| EXERCISE DESCRIPTION |
When the string "down" is part of a line in the data below, report the whole line.

| SUPPLIED MATERIAL |
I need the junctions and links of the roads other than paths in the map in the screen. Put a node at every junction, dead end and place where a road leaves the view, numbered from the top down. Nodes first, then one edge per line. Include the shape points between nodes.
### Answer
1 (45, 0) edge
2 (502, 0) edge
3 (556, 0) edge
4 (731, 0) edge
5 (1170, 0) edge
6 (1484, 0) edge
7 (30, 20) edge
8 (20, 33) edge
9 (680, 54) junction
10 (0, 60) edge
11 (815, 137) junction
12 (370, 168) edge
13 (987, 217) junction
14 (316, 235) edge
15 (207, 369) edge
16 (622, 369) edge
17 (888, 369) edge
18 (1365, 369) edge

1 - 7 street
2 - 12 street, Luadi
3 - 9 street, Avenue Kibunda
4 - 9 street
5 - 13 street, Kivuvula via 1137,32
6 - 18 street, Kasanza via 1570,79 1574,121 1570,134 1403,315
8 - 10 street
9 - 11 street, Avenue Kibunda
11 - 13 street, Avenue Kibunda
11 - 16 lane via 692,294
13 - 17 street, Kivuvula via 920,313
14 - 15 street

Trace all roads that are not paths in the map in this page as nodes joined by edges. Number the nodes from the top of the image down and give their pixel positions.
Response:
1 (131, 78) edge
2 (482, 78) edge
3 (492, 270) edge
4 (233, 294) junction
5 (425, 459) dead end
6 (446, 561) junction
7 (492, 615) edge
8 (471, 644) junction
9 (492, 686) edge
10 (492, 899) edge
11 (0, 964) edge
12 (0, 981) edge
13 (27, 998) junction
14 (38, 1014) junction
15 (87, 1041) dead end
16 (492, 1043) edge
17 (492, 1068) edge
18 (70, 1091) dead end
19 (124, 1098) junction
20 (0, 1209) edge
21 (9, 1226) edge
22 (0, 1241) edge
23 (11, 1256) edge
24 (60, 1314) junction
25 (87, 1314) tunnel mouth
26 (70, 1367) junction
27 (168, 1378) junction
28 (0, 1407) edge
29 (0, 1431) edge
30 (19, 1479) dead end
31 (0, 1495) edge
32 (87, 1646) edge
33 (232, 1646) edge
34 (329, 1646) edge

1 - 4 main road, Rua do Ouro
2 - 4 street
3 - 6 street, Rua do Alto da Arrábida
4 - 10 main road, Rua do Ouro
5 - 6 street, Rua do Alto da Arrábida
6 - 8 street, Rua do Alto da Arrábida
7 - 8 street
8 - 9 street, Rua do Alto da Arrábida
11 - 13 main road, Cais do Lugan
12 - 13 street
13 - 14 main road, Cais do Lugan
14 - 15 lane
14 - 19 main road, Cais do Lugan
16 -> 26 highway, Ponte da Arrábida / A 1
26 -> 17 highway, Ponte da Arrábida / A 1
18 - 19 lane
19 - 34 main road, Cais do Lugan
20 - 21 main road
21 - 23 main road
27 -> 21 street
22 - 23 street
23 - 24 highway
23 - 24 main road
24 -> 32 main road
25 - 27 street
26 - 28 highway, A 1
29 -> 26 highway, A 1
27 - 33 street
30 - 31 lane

| TASK SOLUTION |
I need the junctions and links of the roads other than paths in the map in the screen. Put a node at every junction, dead end and place where a road leaves the view, numbered from the top down. Nodes first, then one edge per line. Include the shape points between nodes.
Trace all roads that are not paths in the map in this page as nodes joined by edges. Number the nodes from the top of the image down and give their pixel positions.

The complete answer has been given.